Can you help me understand how this enables this where it wasn't before? AFAIK, many distros and companies already build the compiler offline -- just providing the stage0 compiler via a pre-step that is online-capable, putting paths to it in our existing bootstrap.toml flags. So what is this actually enabling?
Auditors to detect if the channel manifest, and all the artifacts inside the manifest, were modified after it was used to generate src/stage0. Furthermore, if they did find modified artifacts, they could determine if the Rust Signing Key was compromised by checking if any modified file was signed properly.
I'm not sure I understand the value of auditing the manifest separately from what's already done. The stage0 file in-tree already verifies all of the downloaded artifacts have stable hashes. We effectively have a trust-on-first-use model here today -- and those checksums are verified by bootstrap.py when downloading from static.
Checking whether the publicly available manifest hasn't changed doesn't seem like it affects rust-lang/rust's build at all. If the goal is an independent auditor of whether static.rust-lang.org artifacts are (or aren't) changing, then that seems fine, but placing that burden on rust-lang/rust's stage0 file doesn't seem right to me.
Can you say more about why this belongs here, especially given that we'd not be verifying the new hashes day to day in CI or similar?
Hello Mark! Inlined below.
Can you help me understand how this enables this where it wasn't before? AFAIK, many distros and companies already build the compiler offline -- just providing the stage0 compiler via a pre-step that is online-capable, putting paths to it in our existing bootstrap.toml flags. So what is this actually enabling?
Sure thing. This is coming from our experience with how Fuchsia is automatically updating our toolchain. We track both LLVM and Rust tip-of-tree together so we can take advantage of rapid deployment of features and bug fixes, as well as cross-language LTO, PGO, sanitizers, and etc. This exposes us to a variety of issues, such bugs on our side, multiple stage0 updates for a single release (such as with #140887 and #141647), or breakages in LLVM or Rust. All of which could cause us to not being able to build Rust for days or weeks. So we've automated our toolchain compilation to:
- Check out some version of Rust.
- Parse
src/stage0
to find the stage0 date and version. - Download the channel manifest from static.rust-lang.org and extract the stage0 git commit.

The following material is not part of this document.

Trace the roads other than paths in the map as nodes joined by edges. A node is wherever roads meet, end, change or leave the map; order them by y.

- Check if we've built the stage0 git commit, if so, build Rust. Otherwise, recurse into (1), then build Rust.
This also has the nice property that it'd be easy to re-bootstrap our toolchain in case we discover any issues with our build process, such as if we discover any issues, like a Reflections on Trusting Trust attack. To make this process more secure, it'd be nice if we didn't have to communicate with static.rust-lang.org to find the older stage0 commit.

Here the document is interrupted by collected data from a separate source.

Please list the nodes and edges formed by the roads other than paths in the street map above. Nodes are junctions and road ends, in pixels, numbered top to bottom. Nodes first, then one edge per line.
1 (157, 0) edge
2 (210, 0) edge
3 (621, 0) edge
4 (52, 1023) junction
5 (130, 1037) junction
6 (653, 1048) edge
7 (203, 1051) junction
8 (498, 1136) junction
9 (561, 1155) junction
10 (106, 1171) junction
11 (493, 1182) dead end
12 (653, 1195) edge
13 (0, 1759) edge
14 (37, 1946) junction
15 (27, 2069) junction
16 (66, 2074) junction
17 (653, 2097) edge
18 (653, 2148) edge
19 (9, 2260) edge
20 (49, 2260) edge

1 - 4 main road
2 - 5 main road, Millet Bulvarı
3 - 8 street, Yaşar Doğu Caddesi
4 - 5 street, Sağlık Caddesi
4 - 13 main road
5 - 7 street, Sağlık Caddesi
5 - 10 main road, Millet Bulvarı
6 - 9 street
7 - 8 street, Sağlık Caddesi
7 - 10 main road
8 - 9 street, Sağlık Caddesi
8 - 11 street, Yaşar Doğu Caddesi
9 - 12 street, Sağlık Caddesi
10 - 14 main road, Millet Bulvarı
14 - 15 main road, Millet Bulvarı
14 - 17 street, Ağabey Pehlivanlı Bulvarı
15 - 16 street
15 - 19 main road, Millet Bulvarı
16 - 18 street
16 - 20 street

The other option I considered was that instead of downloading the channel manifest, we could read src/stage0
, then look up the git commit for the corresponding version tag. But that'd only work for old builds, it wouldn't work for unreleased versions. We'd have to instead use the beta branch but then it wouldn't be reproducible.

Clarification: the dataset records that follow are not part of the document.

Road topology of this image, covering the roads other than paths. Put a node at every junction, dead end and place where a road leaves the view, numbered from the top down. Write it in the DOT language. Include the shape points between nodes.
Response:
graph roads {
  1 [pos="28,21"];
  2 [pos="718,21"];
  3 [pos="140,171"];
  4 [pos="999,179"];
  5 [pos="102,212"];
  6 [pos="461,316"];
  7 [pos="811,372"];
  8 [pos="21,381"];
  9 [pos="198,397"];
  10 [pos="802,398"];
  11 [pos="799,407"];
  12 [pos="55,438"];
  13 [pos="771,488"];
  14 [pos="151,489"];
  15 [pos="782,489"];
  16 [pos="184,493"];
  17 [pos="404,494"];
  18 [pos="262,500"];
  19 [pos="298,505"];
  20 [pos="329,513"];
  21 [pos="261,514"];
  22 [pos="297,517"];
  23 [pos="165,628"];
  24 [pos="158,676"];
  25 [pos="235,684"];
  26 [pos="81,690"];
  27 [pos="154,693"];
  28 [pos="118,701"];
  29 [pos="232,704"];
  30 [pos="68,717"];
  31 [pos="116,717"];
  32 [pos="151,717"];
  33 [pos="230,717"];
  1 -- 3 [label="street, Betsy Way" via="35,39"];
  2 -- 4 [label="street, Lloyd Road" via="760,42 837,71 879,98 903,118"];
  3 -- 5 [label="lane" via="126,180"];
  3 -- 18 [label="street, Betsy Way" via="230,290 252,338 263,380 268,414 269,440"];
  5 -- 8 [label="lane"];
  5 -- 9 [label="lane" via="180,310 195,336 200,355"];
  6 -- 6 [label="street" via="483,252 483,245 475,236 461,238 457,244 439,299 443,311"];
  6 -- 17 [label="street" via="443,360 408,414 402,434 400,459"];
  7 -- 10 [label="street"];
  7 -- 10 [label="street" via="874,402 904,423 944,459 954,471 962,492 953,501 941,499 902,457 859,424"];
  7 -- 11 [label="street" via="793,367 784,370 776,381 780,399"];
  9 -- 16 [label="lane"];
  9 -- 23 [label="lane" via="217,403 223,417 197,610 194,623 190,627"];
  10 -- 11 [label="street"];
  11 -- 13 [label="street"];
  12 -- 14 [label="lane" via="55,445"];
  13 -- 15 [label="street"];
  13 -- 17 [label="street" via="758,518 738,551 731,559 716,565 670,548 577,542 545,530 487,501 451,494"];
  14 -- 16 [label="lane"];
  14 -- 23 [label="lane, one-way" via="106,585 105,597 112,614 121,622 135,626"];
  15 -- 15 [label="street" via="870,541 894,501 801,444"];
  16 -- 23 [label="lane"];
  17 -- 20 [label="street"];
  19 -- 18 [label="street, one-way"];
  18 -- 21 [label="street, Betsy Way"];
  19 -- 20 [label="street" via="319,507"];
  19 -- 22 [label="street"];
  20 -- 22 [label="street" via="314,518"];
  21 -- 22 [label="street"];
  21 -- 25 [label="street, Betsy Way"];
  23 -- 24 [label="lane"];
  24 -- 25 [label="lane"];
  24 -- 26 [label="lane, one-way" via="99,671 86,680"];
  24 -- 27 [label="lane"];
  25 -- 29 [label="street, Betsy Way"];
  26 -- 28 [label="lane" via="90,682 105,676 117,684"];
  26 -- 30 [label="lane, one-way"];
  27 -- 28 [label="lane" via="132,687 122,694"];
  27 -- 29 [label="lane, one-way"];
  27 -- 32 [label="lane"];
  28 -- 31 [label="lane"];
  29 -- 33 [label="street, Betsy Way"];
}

I'm not sure I understand the value of auditing the manifest separately from what's already done. The stage0 file in-tree already verifies all of the downloaded artifacts have stable hashes. We effectively have a trust-on-first-use model here today -- and those checksums are verified by bootstrap.py when downloading from static.
Checking whether the publicly available manifest hasn't changed doesn't seem like it affects rust-lang/rust's build at all. If the goal is an independent auditor of whether static.rust-lang.org artifacts are (or aren't) changing, then that seems fine, but placing that burden on rust-lang/rust's stage0 file doesn't seem right to me.
I agree that bootstrap.py is robust and protects against changes when compiling Rust. This is mainly about supporting projects that bootstrap their own Rust toolchain. For Fuchsia, we mainly just need the git commit. I could see other bootstrappers wanting to work with stage0 source tarballs though, so I wanted to get those hashes somewhere as well. I added the rest for thoroughness.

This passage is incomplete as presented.